Exercise instructions:
Please report every line of the listing below that has the word "down" in it.

Information given:
_ _ _ _ _ _ _

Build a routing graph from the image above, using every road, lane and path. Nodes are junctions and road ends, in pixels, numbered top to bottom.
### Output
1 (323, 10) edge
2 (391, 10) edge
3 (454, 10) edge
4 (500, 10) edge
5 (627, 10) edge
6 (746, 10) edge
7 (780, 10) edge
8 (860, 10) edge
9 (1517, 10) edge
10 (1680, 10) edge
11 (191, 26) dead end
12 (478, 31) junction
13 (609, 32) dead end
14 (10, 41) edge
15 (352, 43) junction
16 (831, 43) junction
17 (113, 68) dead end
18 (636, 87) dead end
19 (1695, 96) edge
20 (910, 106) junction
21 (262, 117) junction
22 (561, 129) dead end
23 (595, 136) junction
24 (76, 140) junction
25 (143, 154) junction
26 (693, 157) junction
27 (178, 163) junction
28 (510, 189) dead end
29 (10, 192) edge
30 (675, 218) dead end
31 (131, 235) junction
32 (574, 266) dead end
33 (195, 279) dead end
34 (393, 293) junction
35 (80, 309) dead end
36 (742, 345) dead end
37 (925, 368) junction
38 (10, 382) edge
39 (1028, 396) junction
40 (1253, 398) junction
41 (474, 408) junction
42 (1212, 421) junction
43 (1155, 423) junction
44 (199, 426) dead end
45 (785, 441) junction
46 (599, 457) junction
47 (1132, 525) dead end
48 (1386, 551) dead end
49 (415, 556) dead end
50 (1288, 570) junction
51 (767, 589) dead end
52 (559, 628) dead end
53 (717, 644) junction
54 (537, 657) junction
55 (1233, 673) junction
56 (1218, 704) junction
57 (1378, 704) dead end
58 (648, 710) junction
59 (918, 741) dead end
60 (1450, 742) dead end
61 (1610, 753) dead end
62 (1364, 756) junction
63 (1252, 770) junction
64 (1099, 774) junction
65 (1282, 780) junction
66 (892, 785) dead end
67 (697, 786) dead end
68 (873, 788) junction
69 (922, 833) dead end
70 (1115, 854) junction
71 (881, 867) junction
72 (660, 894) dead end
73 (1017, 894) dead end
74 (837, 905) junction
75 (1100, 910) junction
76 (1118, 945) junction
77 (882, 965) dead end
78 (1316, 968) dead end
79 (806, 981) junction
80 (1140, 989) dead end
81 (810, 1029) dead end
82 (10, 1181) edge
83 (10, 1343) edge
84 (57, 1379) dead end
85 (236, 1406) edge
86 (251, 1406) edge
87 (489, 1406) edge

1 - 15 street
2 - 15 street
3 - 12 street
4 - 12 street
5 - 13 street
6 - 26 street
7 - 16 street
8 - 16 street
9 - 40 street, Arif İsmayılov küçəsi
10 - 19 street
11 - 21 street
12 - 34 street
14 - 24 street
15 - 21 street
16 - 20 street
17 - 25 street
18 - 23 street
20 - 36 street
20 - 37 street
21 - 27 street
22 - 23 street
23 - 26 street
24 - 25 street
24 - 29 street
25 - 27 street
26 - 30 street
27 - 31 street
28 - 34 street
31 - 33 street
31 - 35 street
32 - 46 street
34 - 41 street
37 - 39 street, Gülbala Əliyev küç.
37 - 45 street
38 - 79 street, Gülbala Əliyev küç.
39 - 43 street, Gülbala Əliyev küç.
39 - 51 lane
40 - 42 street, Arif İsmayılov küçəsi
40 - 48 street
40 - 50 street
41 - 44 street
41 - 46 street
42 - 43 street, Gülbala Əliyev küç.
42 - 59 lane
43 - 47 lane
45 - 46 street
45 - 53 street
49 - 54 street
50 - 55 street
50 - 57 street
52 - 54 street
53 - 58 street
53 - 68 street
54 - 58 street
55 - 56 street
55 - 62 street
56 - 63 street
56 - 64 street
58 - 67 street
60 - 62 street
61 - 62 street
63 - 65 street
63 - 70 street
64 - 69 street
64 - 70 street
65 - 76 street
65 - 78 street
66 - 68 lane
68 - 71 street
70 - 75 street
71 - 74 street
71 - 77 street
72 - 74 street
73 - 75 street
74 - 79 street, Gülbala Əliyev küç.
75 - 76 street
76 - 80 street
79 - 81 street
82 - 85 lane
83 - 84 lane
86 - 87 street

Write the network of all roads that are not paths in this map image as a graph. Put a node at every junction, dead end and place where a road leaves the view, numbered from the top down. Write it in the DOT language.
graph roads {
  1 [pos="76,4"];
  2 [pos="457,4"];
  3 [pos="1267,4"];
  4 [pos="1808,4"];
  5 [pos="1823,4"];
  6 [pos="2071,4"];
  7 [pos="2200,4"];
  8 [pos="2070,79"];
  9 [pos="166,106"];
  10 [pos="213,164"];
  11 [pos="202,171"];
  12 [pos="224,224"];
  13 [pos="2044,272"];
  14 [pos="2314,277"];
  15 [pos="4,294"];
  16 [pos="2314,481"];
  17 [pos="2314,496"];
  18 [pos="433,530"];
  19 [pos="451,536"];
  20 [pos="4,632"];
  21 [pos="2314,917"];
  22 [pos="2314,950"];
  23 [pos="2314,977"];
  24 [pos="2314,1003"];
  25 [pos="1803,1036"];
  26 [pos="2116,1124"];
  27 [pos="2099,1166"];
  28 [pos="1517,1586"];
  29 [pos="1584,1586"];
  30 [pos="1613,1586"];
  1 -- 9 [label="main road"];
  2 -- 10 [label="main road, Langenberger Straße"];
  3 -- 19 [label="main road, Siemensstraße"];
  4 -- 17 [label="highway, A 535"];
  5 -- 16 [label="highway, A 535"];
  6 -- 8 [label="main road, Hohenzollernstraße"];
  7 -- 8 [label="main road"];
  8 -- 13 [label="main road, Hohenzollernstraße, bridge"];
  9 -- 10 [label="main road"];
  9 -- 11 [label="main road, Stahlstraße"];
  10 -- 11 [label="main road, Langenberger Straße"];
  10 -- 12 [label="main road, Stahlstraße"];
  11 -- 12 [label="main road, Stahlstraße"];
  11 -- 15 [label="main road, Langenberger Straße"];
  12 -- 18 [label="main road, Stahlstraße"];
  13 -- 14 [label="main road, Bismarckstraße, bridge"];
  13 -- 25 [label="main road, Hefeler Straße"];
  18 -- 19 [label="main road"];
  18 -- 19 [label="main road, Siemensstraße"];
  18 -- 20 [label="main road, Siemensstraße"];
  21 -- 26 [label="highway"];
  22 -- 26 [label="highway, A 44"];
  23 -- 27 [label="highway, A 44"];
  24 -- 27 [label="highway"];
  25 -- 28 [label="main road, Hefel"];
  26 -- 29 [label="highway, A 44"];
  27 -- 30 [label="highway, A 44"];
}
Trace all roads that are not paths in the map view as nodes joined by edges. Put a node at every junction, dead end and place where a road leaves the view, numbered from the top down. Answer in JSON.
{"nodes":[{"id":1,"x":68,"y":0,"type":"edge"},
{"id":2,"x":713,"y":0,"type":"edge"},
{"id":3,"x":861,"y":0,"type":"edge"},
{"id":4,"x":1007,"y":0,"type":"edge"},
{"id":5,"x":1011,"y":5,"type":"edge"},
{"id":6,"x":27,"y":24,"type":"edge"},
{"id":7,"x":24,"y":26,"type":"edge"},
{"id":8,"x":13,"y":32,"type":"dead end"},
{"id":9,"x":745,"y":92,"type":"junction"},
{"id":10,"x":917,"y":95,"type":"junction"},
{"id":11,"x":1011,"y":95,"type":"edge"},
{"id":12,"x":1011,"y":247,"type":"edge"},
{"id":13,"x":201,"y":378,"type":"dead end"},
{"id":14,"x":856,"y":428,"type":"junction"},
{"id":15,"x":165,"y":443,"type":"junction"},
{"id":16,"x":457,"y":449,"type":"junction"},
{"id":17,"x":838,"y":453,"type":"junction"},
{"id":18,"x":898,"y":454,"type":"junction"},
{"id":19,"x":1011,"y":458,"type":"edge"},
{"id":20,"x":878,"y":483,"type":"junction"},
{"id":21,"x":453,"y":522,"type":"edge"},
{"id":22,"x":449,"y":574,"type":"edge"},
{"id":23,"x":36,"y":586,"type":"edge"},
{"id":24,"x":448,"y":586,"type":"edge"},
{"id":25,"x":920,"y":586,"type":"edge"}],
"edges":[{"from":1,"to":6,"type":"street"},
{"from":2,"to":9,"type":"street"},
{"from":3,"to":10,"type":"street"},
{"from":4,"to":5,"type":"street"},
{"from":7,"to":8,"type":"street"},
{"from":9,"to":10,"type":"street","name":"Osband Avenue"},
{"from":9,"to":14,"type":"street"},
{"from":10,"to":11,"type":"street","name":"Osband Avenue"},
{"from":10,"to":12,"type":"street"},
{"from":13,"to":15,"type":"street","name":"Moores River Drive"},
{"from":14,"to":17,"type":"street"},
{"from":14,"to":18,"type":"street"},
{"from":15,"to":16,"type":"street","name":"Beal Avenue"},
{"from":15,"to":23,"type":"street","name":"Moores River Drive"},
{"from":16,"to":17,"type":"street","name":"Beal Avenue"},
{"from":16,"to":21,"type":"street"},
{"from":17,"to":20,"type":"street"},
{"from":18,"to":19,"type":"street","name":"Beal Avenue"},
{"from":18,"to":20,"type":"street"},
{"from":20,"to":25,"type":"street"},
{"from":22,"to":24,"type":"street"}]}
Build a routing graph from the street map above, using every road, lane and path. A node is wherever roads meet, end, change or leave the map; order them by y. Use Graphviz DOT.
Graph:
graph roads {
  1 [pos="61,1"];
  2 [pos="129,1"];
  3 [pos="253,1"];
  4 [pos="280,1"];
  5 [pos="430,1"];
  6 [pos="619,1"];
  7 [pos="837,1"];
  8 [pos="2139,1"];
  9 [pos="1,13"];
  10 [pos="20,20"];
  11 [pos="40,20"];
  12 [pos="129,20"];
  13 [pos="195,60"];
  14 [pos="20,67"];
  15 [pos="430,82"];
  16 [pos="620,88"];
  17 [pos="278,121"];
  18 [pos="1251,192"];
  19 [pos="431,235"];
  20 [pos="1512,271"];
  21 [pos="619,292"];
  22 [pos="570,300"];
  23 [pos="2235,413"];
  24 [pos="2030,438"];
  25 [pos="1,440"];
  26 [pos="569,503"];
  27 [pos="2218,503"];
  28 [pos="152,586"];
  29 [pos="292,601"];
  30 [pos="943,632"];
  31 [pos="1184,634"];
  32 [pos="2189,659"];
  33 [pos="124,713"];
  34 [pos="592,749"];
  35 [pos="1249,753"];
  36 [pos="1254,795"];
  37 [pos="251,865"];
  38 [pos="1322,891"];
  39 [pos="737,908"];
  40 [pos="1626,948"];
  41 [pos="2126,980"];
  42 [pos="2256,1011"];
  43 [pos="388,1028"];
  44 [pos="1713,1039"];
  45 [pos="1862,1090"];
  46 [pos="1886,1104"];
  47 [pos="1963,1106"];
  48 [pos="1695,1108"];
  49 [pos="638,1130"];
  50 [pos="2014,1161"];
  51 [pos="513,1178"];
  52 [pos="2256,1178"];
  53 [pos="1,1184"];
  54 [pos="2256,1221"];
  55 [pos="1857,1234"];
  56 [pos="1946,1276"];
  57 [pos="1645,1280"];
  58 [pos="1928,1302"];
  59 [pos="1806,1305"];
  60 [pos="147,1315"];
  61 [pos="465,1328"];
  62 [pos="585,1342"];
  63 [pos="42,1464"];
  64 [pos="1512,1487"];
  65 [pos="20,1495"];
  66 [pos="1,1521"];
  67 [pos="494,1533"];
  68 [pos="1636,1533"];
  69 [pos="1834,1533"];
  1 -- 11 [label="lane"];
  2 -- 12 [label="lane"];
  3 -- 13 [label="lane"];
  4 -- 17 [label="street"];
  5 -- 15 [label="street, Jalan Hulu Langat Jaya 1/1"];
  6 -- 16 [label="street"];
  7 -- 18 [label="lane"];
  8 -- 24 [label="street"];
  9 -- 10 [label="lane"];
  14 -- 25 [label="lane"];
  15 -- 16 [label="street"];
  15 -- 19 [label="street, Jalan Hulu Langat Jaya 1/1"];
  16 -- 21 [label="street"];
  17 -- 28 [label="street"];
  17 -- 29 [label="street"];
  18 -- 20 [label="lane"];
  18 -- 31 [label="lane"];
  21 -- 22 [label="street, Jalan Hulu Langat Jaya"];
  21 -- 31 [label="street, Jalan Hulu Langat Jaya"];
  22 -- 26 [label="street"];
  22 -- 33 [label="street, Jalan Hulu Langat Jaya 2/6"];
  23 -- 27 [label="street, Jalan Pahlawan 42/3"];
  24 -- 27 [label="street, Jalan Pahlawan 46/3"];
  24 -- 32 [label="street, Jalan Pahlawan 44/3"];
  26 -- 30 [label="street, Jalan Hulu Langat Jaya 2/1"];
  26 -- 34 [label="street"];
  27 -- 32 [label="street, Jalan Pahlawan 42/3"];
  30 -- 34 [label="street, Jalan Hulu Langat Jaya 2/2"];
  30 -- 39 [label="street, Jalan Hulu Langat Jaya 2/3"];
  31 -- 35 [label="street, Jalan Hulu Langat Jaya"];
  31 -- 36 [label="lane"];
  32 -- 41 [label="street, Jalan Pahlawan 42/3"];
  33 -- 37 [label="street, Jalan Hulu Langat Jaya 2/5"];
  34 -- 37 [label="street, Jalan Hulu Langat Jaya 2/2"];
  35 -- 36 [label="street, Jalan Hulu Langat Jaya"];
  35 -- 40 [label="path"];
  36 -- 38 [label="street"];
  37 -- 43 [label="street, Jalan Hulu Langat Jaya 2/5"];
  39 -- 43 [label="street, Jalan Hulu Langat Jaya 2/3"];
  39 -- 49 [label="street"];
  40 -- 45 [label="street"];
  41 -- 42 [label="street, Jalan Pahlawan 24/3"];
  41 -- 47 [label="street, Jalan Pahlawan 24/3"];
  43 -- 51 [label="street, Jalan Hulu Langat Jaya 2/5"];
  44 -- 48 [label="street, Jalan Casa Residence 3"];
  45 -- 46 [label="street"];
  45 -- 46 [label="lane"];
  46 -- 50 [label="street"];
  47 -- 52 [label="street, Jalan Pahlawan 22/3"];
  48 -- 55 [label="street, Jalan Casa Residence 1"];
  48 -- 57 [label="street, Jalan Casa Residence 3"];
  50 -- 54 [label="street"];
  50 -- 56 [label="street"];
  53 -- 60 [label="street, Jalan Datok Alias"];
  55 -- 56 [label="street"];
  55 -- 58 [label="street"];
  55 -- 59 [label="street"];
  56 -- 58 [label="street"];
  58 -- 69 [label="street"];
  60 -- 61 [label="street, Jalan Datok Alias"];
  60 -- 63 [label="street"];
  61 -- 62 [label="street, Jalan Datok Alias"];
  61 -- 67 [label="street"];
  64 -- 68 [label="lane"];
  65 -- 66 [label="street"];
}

_ _ _ _ _ _ _

Answer to this exercise:
Write the network of all roads that are not paths in this map image as a graph. Put a node at every junction, dead end and place where a road leaves the view, numbered from the top down. Write it in the DOT language.
Trace all roads that are not paths in the map view as nodes joined by edges. Put a node at every junction, dead end and place where a road leaves the view, numbered from the top down. Answer in JSON.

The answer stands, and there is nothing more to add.